▸ EXERCISE:
The reply should contain the full listing exactly as written and no pictures at all.

*** DATA PROVIDED Section Begins ***

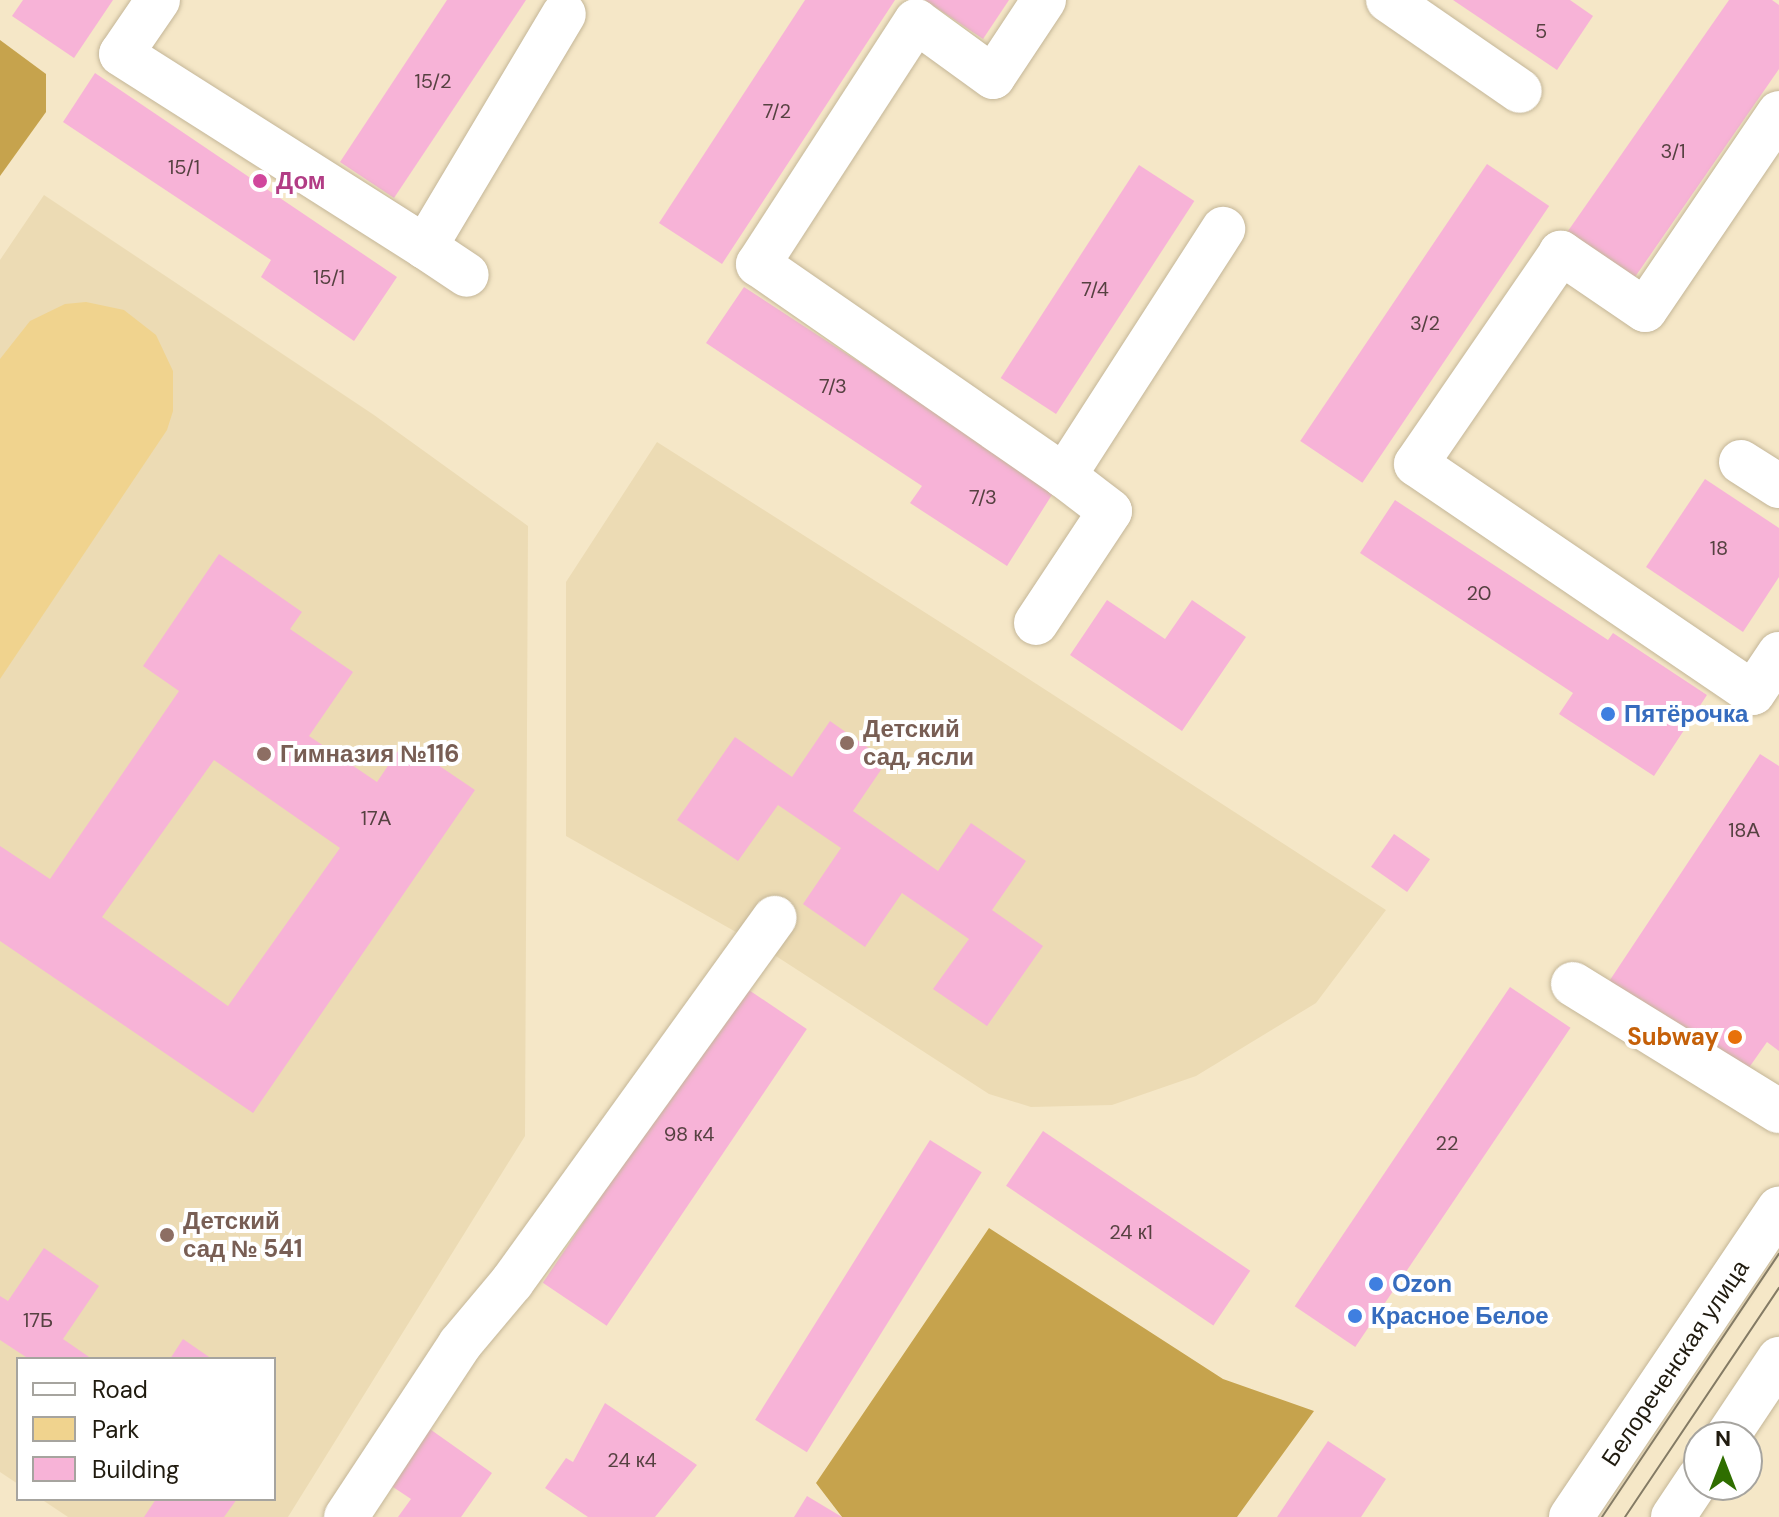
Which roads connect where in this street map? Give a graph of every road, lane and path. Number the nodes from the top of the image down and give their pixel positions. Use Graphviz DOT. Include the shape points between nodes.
graph roads {
  1 [pos="158,0"];
  2 [pos="1044,0"];
  3 [pos="1388,0"];
  4 [pos="564,14"];
  5 [pos="1520,91"];
  6 [pos="1779,113"];
  7 [pos="1223,229"];
  8 [pos="425,247"];
  9 [pos="467,275"];
  10 [pos="1741,462"];
  11 [pos="1064,476"];
  12 [pos="1779,486"];
  13 [pos="1036,623"];
  14 [pos="1779,654"];
  15 [pos="775,918"];
  16 [pos="1573,984"];
  17 [pos="1779,1111"];
  18 [pos="1779,1209"];
  19 [pos="1779,1359"];
  20 [pos="1738,1421"];
  21 [pos="346,1517"];
  22 [pos="1571,1517"];
  1 -- 8 [label="street" via="121,54"];
  2 -- 11 [label="street" via="993,77 916,21 758,264"];
  3 -- 5 [label="street"];
  4 -- 8 [label="street"];
  6 -- 14 [label="street" via="1645,310 1561,253 1416,464 1753,693"];
  7 -- 11 [label="street"];
  8 -- 9 [label="street"];
  10 -- 12 [label="street"];
  11 -- 13 [label="street" via="1110,511"];
  15 -- 21 [label="street" via="512,1282 460,1344"];
  16 -- 17 [label="street"];
  18 -- 22 [label="street, Белореченская улица"];
  19 -- 20 [label="street"];
}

*** DATA PROVIDED Section Ends ***

▸ EXERCISE OUTPUT:
Which roads connect where in this street map? Give a graph of every road, lane and path. Number the nodes from the top of the image down and give their pixel positions. Use Graphviz DOT. Include the shape points between nodes.
graph roads {
  1 [pos="158,0"];
  2 [pos="1044,0"];
  3 [pos="1388,0"];
  4 [pos="564,14"];
  5 [pos="1520,91"];
  6 [pos="1779,113"];
  7 [pos="1223,229"];
  8 [pos="425,247"];
  9 [pos="467,275"];
  10 [pos="1741,462"];
  11 [pos="1064,476"];
  12 [pos="1779,486"];
  13 [pos="1036,623"];
  14 [pos="1779,654"];
  15 [pos="775,918"];
  16 [pos="1573,984"];
  17 [pos="1779,1111"];
  18 [pos="1779,1209"];
  19 [pos="1779,1359"];
  20 [pos="1738,1421"];
  21 [pos="346,1517"];
  22 [pos="1571,1517"];
  1 -- 8 [label="street" via="121,54"];
  2 -- 11 [label="street" via="993,77 916,21 758,264"];
  3 -- 5 [label="street"];
  4 -- 8 [label="street"];
  6 -- 14 [label="street" via="1645,310 1561,253 1416,464 1753,693"];
  7 -- 11 [label="street"];
  8 -- 9 [label="street"];
  10 -- 12 [label="street"];
  11 -- 13 [label="street" via="1110,511"];
  15 -- 21 [label="street" via="512,1282 460,1344"];
  16 -- 17 [label="street"];
  18 -- 22 [label="street, Белореченская улица"];
  19 -- 20 [label="street"];
}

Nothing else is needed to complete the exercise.